Довелось мне увидеть и шамана, который не только лечил людей, но и изгонял злых духов.
Однажды, с подружкой Валей Курмаевой ( у неё папа был русский, мама ульчанка), мы наблюдали, как охотники, убив в лесу медведя, проводили над его тушей  шаманский обряд. Цель этого ритуала заключалась в том, чтобы  дух этого  медведя (Дуэнтэ Эдени) не вредил и не преследовал охотников. Шаман, своими действиями, запутывал следы, не давая его духу  явиться в село. Он бил лапой зайца в бубен, кружился, издавал гортанные звуки и, как бы, без сознания, падал на землю (уходил в транс).

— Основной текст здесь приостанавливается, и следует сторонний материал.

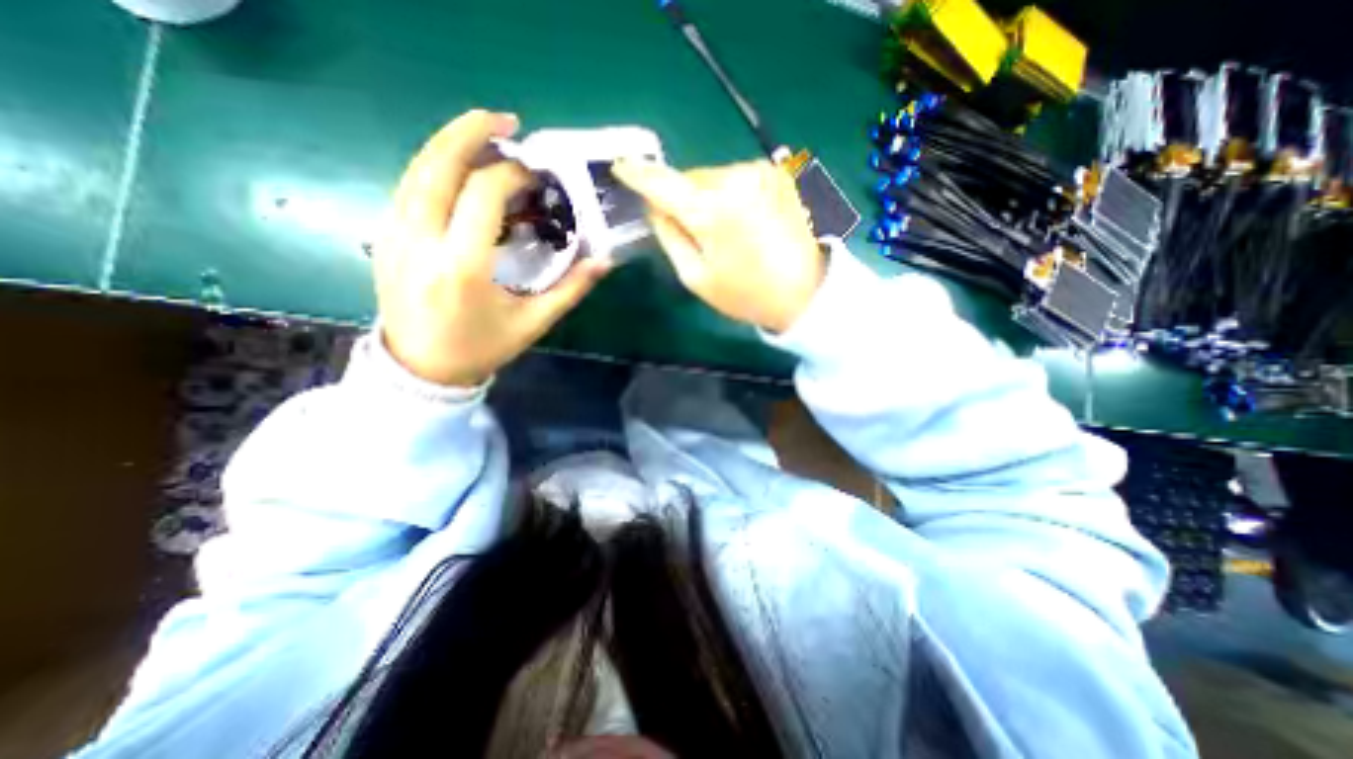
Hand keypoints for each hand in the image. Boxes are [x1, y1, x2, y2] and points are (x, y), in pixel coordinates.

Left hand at [373, 109, 608, 387]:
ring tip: (483, 133)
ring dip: (450, 143)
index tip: (535, 174)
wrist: (421, 369)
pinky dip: (434, 167)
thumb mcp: (533, 322)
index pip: (483, 194)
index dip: (512, 174)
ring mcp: (395, 235)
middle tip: (505, 120)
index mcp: (463, 266)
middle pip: (438, 165)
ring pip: (416, 170)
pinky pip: (408, 187)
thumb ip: (571, 289)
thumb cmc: (482, 347)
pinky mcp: (385, 237)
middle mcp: (422, 241)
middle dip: (471, 132)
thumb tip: (604, 261)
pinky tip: (458, 169)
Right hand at [614, 158, 824, 331]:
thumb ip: (669, 236)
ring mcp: (761, 171)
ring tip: (723, 232)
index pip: (663, 182)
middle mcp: (737, 178)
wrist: (804, 292)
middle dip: (682, 199)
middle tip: (690, 231)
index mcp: (713, 210)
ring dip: (706, 197)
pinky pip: (736, 179)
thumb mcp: (695, 276)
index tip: (620, 165)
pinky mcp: (777, 174)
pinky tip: (742, 222)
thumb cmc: (745, 293)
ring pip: (713, 177)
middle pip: (690, 179)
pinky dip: (729, 195)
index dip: (639, 174)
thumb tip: (656, 207)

На кол, ближе к лесу, была нанизана голова медведя. Охотники,  сидели  около костра и курили  трубки.

Шаман был в разноцветной одежде, которая состояла из кусков шкур и лохмотьев ткани(так мне казалось) жёлтого, белого и красного цветов. Среди мужчин находилась и женщина. Она ходила по поляне, в её руках была длинная палка с привязанными лентами и какими-то погремушками. Женщина очень громко кричала, возможно это была песня, но издаваемые ею надрывные звуки, больше походили на плач. С каким-то неистовством она била  палкой о землю и от этого происходил шумовой эффект. При этом она резко кланялась в разные стороны и её, не очень длинные чёрные волосы, разлетались в разные стороны.

На костре, в большом котле, варилось медвежье мясо. Мясной запах бил нам в нос. Обряд(камлание) этот происходил не в самом селе, а на поляне в лесу.
Эти действия мы наблюдали  с дороги,  соединяющей две части села.

Ещё ульчи привили мне любовь к подлёдной рыбалке. Когда Амур застывал, образуя толстый лёд, я с мальчишками ходила на рыбалку под утёс со стороны, где жили ульчи, так как та часть села  была защищена от ветров.

Мне, один молодой дядечка,  ульч, постоянно долбил ломом прорубь-лунку  (местные называли его тунеядцем - он нигде не работал). Я садилась на санки, которые всегда возила с собой и "махала" (периодически подсекая и опуская короткое удилище, к которому привязывалась толстая леска, а к ней  вылитая из расплавленного  свинца рыбка, с торчащими по сторонам большими острыми крючками).

Когда щука  хватала за крючок, об этом узнавали все сидящие рыбаки, по моему восторженному и истошному визгу.

"Мой" дядечка подбегал и помогал мне  вытянуть её из лунки. Особи щук бывали и по 10 килограмм. Если мне, везением, доставался такой экземпляр, то гордость распирала мою душу - я чувствовала себя добытчицей. Из одной такой щуки можно было налепить на всю нашу большую семью пельменей или котлет.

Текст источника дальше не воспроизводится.